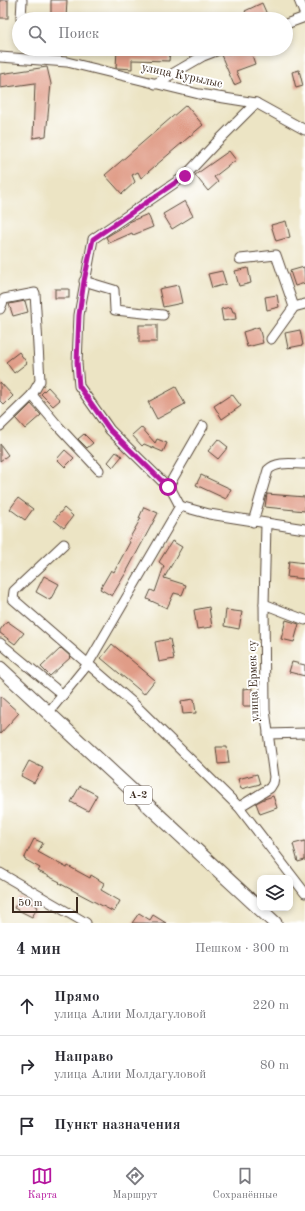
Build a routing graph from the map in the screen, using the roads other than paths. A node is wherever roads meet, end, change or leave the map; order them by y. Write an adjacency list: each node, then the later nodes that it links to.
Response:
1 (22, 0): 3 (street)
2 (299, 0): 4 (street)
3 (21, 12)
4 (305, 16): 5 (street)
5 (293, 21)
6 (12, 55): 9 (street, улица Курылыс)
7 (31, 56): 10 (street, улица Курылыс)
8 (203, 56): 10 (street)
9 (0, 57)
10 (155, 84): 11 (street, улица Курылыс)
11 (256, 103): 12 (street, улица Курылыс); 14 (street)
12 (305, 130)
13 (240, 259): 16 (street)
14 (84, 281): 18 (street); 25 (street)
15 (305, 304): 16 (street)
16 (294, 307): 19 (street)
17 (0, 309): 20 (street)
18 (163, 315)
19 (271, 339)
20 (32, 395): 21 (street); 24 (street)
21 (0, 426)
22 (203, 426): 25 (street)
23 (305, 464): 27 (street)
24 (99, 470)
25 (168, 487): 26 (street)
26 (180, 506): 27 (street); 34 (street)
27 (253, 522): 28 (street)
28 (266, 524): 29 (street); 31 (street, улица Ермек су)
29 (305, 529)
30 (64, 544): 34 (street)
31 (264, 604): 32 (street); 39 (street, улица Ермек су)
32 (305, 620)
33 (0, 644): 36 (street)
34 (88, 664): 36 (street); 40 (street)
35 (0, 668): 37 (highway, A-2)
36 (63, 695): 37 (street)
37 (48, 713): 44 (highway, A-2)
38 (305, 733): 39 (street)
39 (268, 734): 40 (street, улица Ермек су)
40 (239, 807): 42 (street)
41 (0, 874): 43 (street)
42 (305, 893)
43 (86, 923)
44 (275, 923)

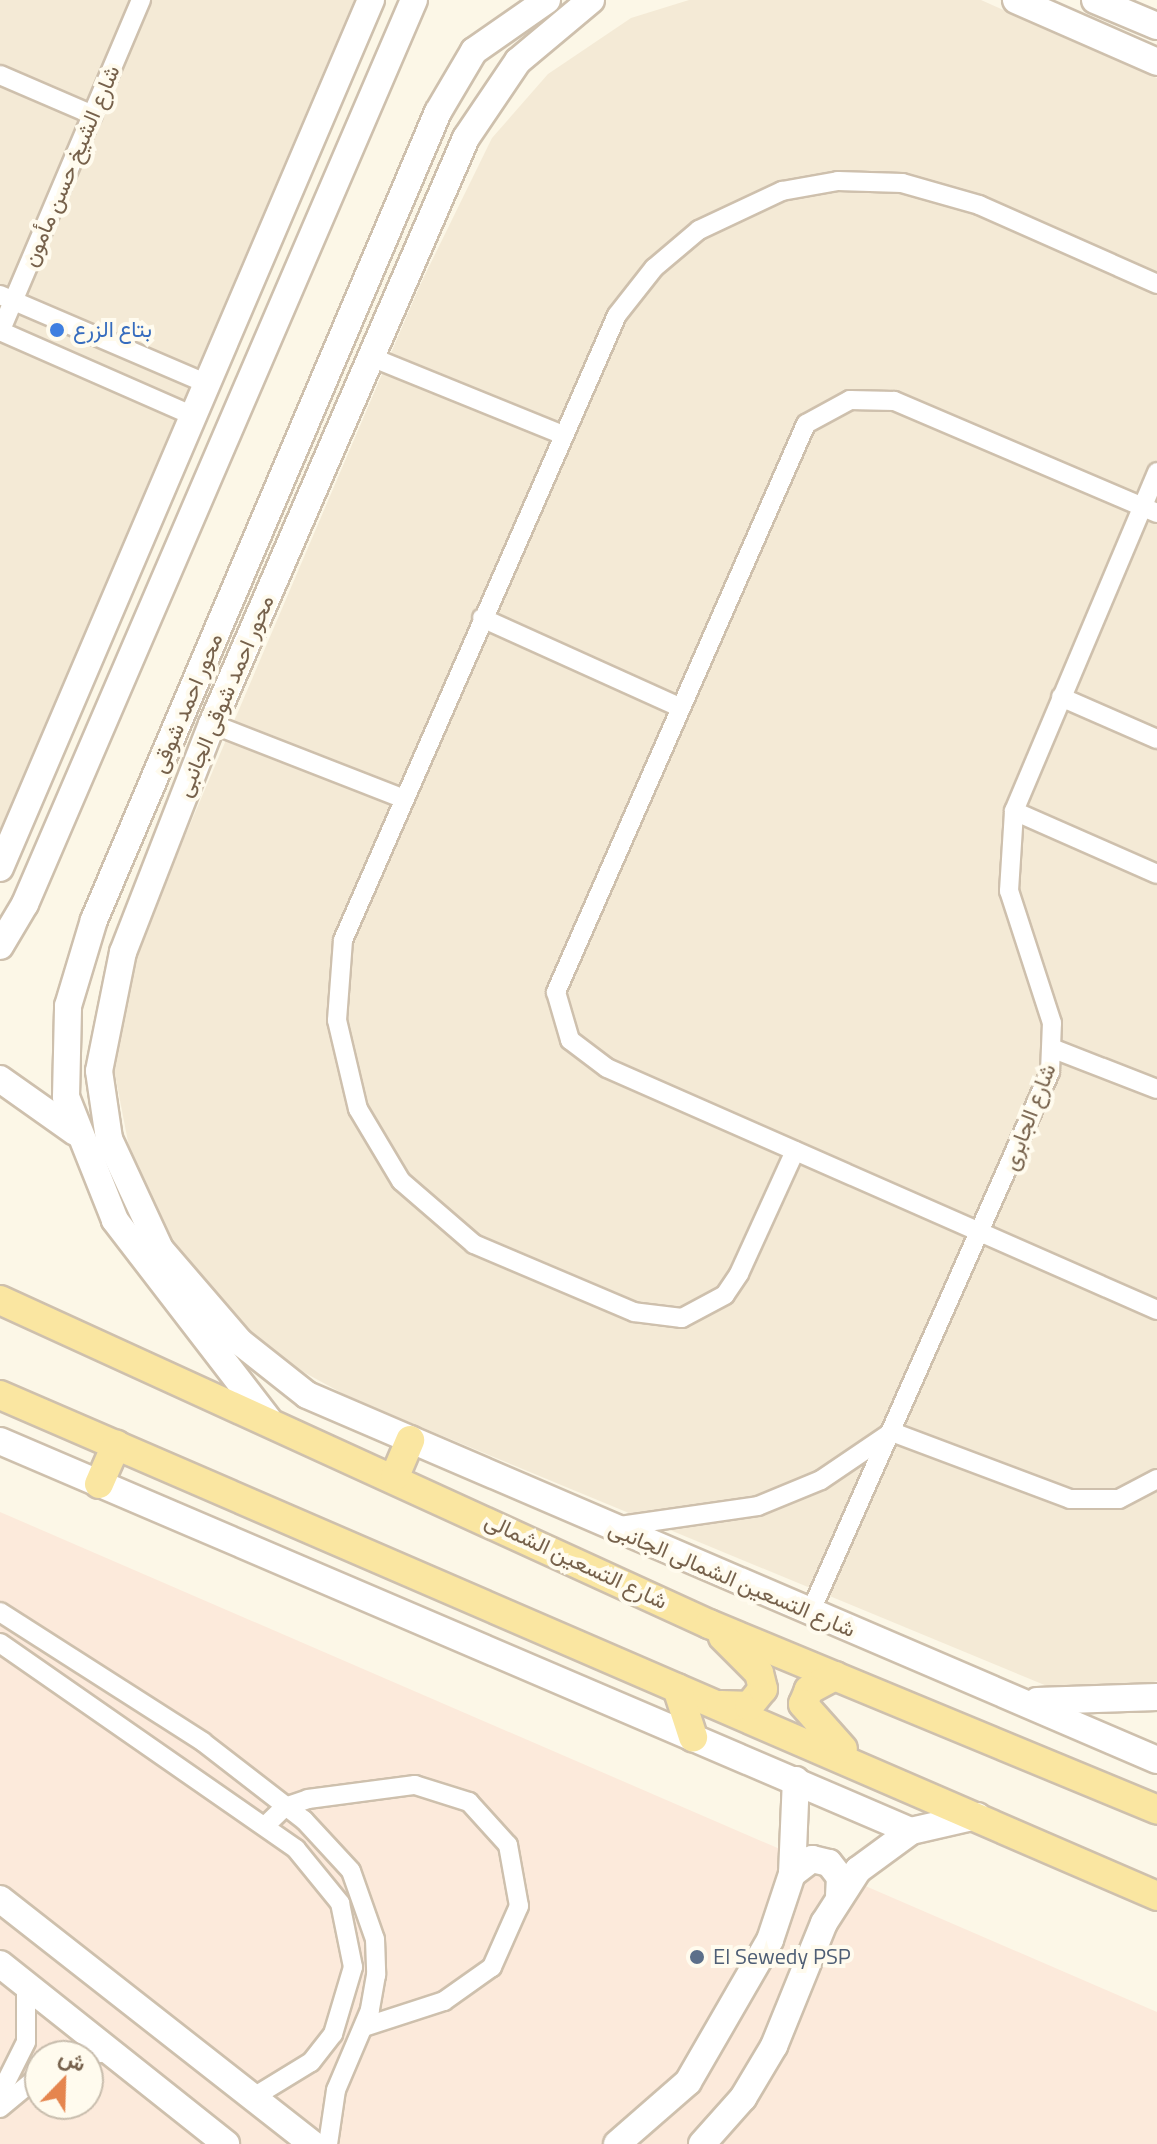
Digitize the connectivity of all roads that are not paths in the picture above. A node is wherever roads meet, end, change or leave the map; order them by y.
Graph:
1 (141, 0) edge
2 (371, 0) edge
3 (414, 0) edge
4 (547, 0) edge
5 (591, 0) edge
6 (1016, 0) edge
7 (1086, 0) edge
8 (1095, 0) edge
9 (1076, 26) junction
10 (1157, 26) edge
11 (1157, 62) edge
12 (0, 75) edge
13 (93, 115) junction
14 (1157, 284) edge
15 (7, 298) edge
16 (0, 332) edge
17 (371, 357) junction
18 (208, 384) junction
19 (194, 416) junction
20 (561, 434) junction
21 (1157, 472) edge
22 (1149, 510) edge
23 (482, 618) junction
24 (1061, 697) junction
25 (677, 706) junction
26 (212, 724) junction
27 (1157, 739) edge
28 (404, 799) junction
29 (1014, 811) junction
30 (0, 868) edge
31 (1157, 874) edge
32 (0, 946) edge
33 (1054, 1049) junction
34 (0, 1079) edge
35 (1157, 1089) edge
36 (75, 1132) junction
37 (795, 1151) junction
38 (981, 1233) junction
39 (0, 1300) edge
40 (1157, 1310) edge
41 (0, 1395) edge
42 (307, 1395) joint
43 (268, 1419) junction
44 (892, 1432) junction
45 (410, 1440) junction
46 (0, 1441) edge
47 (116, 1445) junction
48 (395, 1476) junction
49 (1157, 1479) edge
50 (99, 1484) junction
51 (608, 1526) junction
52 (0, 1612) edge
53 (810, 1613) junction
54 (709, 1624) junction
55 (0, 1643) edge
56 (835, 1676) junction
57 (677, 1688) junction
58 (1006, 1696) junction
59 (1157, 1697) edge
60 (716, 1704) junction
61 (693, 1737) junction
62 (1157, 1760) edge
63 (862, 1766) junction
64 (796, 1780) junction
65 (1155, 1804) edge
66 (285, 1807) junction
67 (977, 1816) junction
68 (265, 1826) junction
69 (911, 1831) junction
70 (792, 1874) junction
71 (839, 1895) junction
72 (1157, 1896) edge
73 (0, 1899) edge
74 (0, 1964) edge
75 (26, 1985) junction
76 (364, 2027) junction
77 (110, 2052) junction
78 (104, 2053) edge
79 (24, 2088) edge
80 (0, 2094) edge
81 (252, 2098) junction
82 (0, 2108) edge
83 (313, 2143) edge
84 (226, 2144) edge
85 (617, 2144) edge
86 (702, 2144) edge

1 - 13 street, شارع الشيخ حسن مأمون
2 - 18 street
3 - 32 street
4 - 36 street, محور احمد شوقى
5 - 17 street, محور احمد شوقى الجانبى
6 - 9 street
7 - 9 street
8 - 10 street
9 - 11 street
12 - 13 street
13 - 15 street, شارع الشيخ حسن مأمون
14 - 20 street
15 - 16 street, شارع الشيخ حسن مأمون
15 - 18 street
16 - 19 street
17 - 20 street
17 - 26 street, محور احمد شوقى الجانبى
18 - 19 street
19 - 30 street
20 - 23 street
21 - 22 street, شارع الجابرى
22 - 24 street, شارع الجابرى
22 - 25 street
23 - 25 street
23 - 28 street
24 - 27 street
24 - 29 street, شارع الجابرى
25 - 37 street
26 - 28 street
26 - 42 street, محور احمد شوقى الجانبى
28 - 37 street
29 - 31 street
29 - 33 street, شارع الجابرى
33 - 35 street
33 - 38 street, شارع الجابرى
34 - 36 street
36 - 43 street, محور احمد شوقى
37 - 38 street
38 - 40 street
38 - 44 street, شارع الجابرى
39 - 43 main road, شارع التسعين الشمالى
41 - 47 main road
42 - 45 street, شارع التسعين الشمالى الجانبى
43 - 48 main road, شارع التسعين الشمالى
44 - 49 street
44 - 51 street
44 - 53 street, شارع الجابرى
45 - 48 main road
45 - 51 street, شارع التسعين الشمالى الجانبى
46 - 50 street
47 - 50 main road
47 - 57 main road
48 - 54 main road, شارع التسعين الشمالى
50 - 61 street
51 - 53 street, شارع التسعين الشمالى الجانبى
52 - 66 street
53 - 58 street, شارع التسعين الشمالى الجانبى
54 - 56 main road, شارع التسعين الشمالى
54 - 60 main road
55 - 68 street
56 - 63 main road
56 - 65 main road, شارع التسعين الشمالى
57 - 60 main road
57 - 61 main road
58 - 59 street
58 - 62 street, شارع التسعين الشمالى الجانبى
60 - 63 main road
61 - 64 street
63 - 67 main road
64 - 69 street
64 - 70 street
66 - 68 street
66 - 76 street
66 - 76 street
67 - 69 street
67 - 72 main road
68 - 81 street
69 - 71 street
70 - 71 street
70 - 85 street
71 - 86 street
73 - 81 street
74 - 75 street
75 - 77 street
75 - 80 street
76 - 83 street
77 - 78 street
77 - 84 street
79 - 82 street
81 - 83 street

**TASK DESCRIPTION:**
In your copy, every entry above must match word for word, and no picture may appear.

**ANSWER FOR THE TASK:**
Build a routing graph from the map in the screen, using the roads other than paths. A node is wherever roads meet, end, change or leave the map; order them by y. Write an adjacency list: each node, then the later nodes that it links to.
Response:
1 (22, 0): 3 (street)
2 (299, 0): 4 (street)
3 (21, 12)
4 (305, 16): 5 (street)
5 (293, 21)
6 (12, 55): 9 (street, улица Курылыс)
7 (31, 56): 10 (street, улица Курылыс)
8 (203, 56): 10 (street)
9 (0, 57)
10 (155, 84): 11 (street, улица Курылыс)
11 (256, 103): 12 (street, улица Курылыс); 14 (street)
12 (305, 130)
13 (240, 259): 16 (street)
14 (84, 281): 18 (street); 25 (street)
15 (305, 304): 16 (street)
16 (294, 307): 19 (street)
17 (0, 309): 20 (street)
18 (163, 315)
19 (271, 339)
20 (32, 395): 21 (street); 24 (street)
21 (0, 426)
22 (203, 426): 25 (street)
23 (305, 464): 27 (street)
24 (99, 470)
25 (168, 487): 26 (street)
26 (180, 506): 27 (street); 34 (street)
27 (253, 522): 28 (street)
28 (266, 524): 29 (street); 31 (street, улица Ермек су)
29 (305, 529)
30 (64, 544): 34 (street)
31 (264, 604): 32 (street); 39 (street, улица Ермек су)
32 (305, 620)
33 (0, 644): 36 (street)
34 (88, 664): 36 (street); 40 (street)
35 (0, 668): 37 (highway, A-2)
36 (63, 695): 37 (street)
37 (48, 713): 44 (highway, A-2)
38 (305, 733): 39 (street)
39 (268, 734): 40 (street, улица Ермек су)
40 (239, 807): 42 (street)
41 (0, 874): 43 (street)
42 (305, 893)
43 (86, 923)
44 (275, 923)

Digitize the connectivity of all roads that are not paths in the picture above. A node is wherever roads meet, end, change or leave the map; order them by y.
Graph:
1 (141, 0) edge
2 (371, 0) edge
3 (414, 0) edge
4 (547, 0) edge
5 (591, 0) edge
6 (1016, 0) edge
7 (1086, 0) edge
8 (1095, 0) edge
9 (1076, 26) junction
10 (1157, 26) edge
11 (1157, 62) edge
12 (0, 75) edge
13 (93, 115) junction
14 (1157, 284) edge
15 (7, 298) edge
16 (0, 332) edge
17 (371, 357) junction
18 (208, 384) junction
19 (194, 416) junction
20 (561, 434) junction
21 (1157, 472) edge
22 (1149, 510) edge
23 (482, 618) junction
24 (1061, 697) junction
25 (677, 706) junction
26 (212, 724) junction
27 (1157, 739) edge
28 (404, 799) junction
29 (1014, 811) junction
30 (0, 868) edge
31 (1157, 874) edge
32 (0, 946) edge
33 (1054, 1049) junction
34 (0, 1079) edge
35 (1157, 1089) edge
36 (75, 1132) junction
37 (795, 1151) junction
38 (981, 1233) junction
39 (0, 1300) edge
40 (1157, 1310) edge
41 (0, 1395) edge
42 (307, 1395) joint
43 (268, 1419) junction
44 (892, 1432) junction
45 (410, 1440) junction
46 (0, 1441) edge
47 (116, 1445) junction
48 (395, 1476) junction
49 (1157, 1479) edge
50 (99, 1484) junction
51 (608, 1526) junction
52 (0, 1612) edge
53 (810, 1613) junction
54 (709, 1624) junction
55 (0, 1643) edge
56 (835, 1676) junction
57 (677, 1688) junction
58 (1006, 1696) junction
59 (1157, 1697) edge
60 (716, 1704) junction
61 (693, 1737) junction
62 (1157, 1760) edge
63 (862, 1766) junction
64 (796, 1780) junction
65 (1155, 1804) edge
66 (285, 1807) junction
67 (977, 1816) junction
68 (265, 1826) junction
69 (911, 1831) junction
70 (792, 1874) junction
71 (839, 1895) junction
72 (1157, 1896) edge
73 (0, 1899) edge
74 (0, 1964) edge
75 (26, 1985) junction
76 (364, 2027) junction
77 (110, 2052) junction
78 (104, 2053) edge
79 (24, 2088) edge
80 (0, 2094) edge
81 (252, 2098) junction
82 (0, 2108) edge
83 (313, 2143) edge
84 (226, 2144) edge
85 (617, 2144) edge
86 (702, 2144) edge

1 - 13 street, شارع الشيخ حسن مأمون
2 - 18 street
3 - 32 street
4 - 36 street, محور احمد شوقى
5 - 17 street, محور احمد شوقى الجانبى
6 - 9 street
7 - 9 street
8 - 10 street
9 - 11 street
12 - 13 street
13 - 15 street, شارع الشيخ حسن مأمون
14 - 20 street
15 - 16 street, شارع الشيخ حسن مأمون
15 - 18 street
16 - 19 street
17 - 20 street
17 - 26 street, محور احمد شوقى الجانبى
18 - 19 street
19 - 30 street
20 - 23 street
21 - 22 street, شارع الجابرى
22 - 24 street, شارع الجابرى
22 - 25 street
23 - 25 street
23 - 28 street
24 - 27 street
24 - 29 street, شارع الجابرى
25 - 37 street
26 - 28 street
26 - 42 street, محور احمد شوقى الجانبى
28 - 37 street
29 - 31 street
29 - 33 street, شارع الجابرى
33 - 35 street
33 - 38 street, شارع الجابرى
34 - 36 street
36 - 43 street, محور احمد شوقى
37 - 38 street
38 - 40 street
38 - 44 street, شارع الجابرى
39 - 43 main road, شارع التسعين الشمالى
41 - 47 main road
42 - 45 street, شارع التسعين الشمالى الجانبى
43 - 48 main road, شارع التسعين الشمالى
44 - 49 street
44 - 51 street
44 - 53 street, شارع الجابرى
45 - 48 main road
45 - 51 street, شارع التسعين الشمالى الجانبى
46 - 50 street
47 - 50 main road
47 - 57 main road
48 - 54 main road, شارع التسعين الشمالى
50 - 61 street
51 - 53 street, شارع التسعين الشمالى الجانبى
52 - 66 street
53 - 58 street, شارع التسعين الشمالى الجانبى
54 - 56 main road, شارع التسعين الشمالى
54 - 60 main road
55 - 68 street
56 - 63 main road
56 - 65 main road, شارع التسعين الشمالى
57 - 60 main road
57 - 61 main road
58 - 59 street
58 - 62 street, شارع التسعين الشمالى الجانبى
60 - 63 main road
61 - 64 street
63 - 67 main road
64 - 69 street
64 - 70 street
66 - 68 street
66 - 76 street
66 - 76 street
67 - 69 street
67 - 72 main road
68 - 81 street
69 - 71 street
70 - 71 street
70 - 85 street
71 - 86 street
73 - 81 street
74 - 75 street
75 - 77 street
75 - 80 street
76 - 83 street
77 - 78 street
77 - 84 street
79 - 82 street
81 - 83 street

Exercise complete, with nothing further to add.